**TASK:** In the entries that follow, the lines from the one with "middle pip: (315, 184)" through the one with "ring dip: (292, 198)" are the ones to write out, exactly and with both ends included. Nothing else should appear.

━━━━━ TASK INPUTS ━━━━━

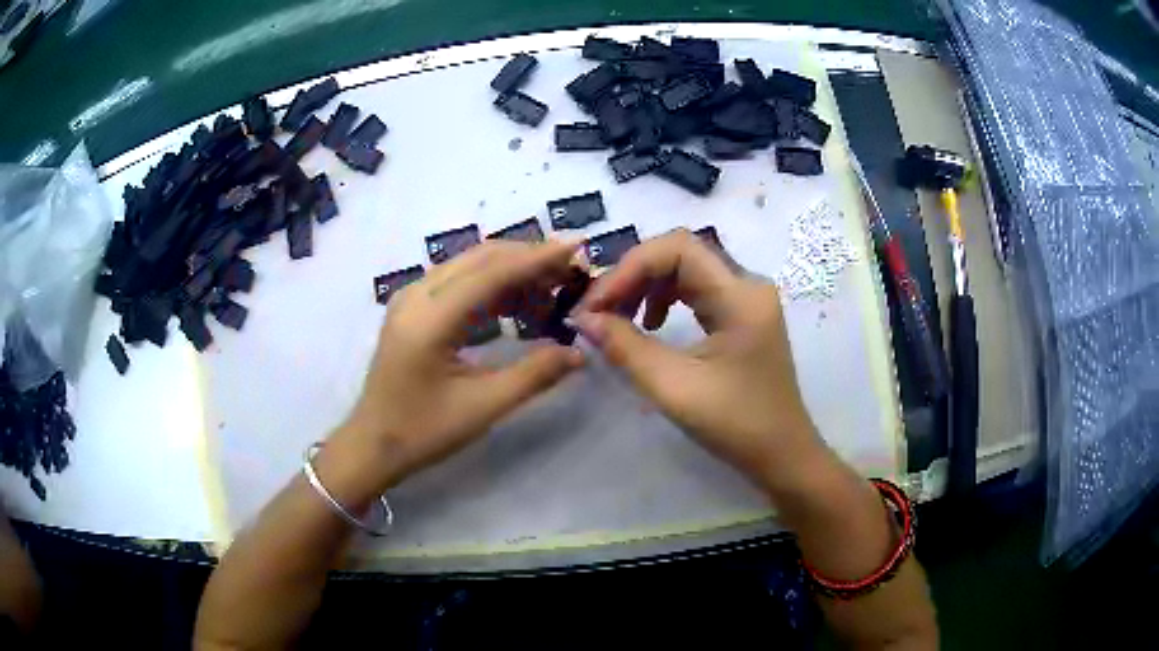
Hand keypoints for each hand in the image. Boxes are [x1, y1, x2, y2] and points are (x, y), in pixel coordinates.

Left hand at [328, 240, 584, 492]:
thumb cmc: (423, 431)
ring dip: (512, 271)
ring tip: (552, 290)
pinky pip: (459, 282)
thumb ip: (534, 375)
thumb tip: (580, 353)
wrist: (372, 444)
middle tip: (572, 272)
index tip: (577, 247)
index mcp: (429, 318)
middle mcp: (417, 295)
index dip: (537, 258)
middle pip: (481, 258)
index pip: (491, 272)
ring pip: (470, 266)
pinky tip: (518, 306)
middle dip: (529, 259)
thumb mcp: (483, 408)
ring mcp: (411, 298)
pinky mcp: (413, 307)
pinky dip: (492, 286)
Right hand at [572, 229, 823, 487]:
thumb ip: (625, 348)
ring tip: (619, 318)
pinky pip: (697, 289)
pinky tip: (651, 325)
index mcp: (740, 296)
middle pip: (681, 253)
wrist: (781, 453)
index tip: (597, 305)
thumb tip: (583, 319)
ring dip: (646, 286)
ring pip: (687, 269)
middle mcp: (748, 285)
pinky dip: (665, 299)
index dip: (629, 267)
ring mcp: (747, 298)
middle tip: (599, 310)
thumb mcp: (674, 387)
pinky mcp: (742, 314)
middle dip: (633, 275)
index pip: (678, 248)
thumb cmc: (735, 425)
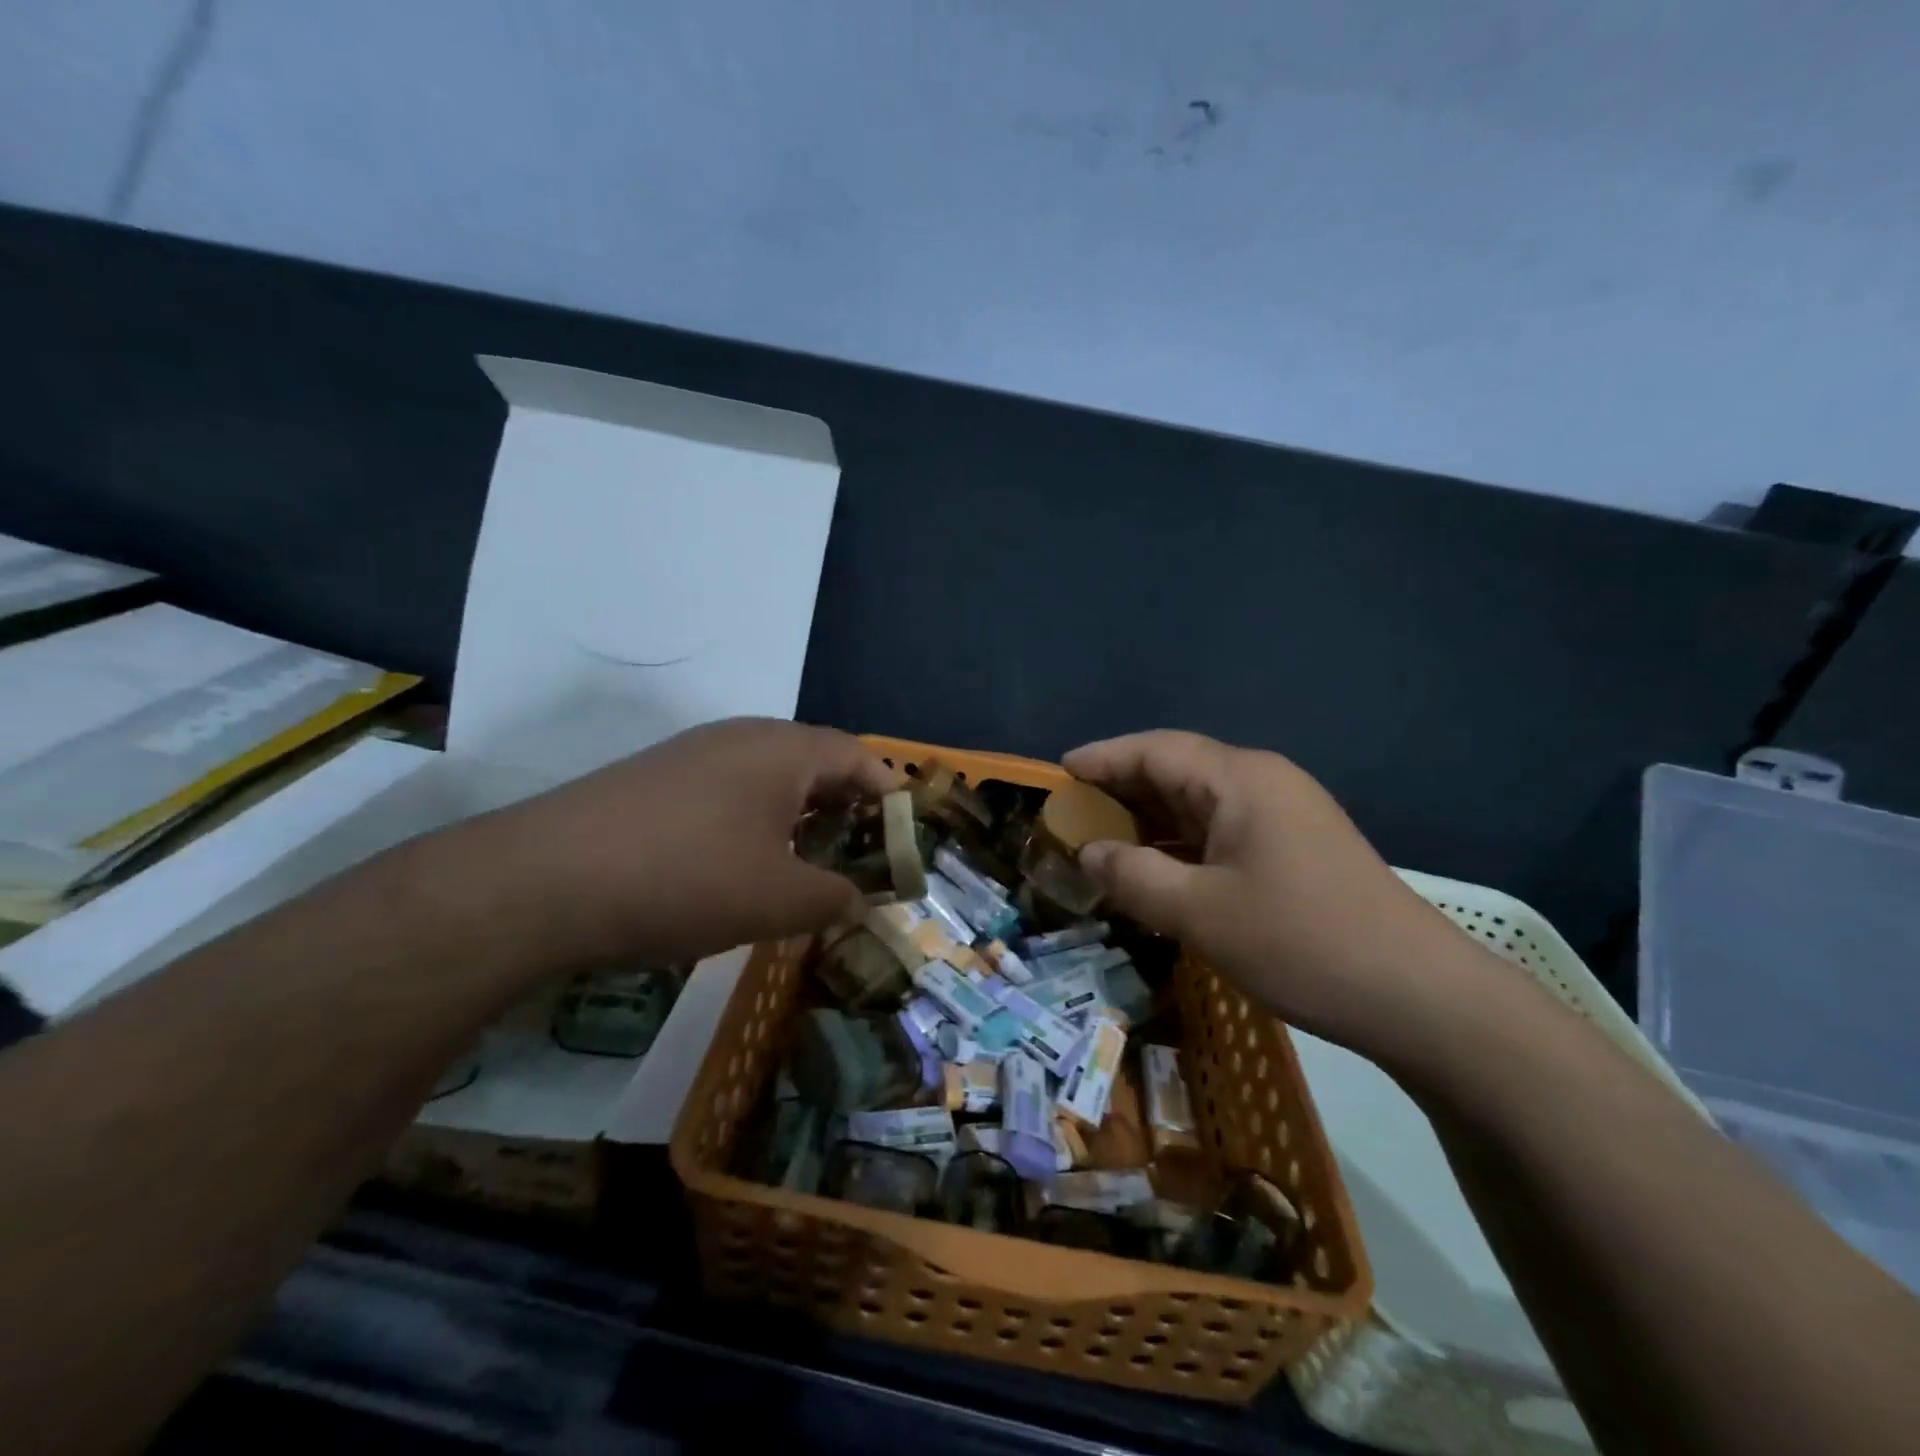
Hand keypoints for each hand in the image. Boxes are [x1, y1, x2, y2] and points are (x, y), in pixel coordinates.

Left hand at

━━━━━
━━━━━ TASK INPUTS ━━━━━

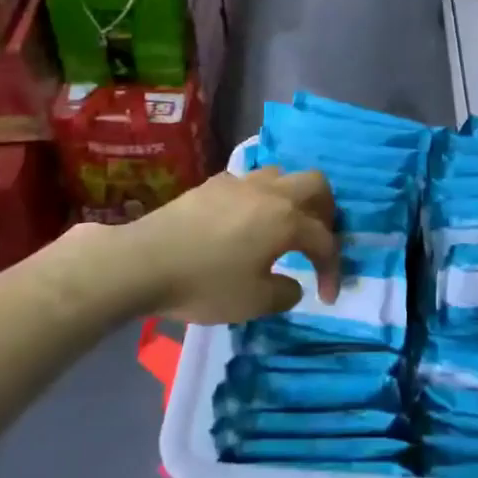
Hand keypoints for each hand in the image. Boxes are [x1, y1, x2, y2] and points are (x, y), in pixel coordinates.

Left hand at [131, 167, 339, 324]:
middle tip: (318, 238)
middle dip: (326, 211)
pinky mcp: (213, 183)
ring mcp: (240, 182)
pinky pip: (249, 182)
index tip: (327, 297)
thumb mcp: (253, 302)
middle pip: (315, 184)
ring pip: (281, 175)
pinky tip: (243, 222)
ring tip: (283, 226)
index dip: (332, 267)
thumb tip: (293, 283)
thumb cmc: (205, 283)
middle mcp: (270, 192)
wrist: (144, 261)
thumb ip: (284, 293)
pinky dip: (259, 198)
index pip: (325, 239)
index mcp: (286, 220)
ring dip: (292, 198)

━━━━━

**FINAL ANSWER:**
middle pip: (315, 184)
ring pip: (281, 175)
pinky tip: (243, 222)
ring tip: (283, 226)
index dip: (332, 267)
thumb tip: (293, 283)
thumb cmc: (205, 283)
middle mcp: (270, 192)
wrist: (144, 261)
thumb ip: (284, 293)
pinky dip: (259, 198)
index pip: (325, 239)
index mcp: (286, 220)
ring dip: (292, 198)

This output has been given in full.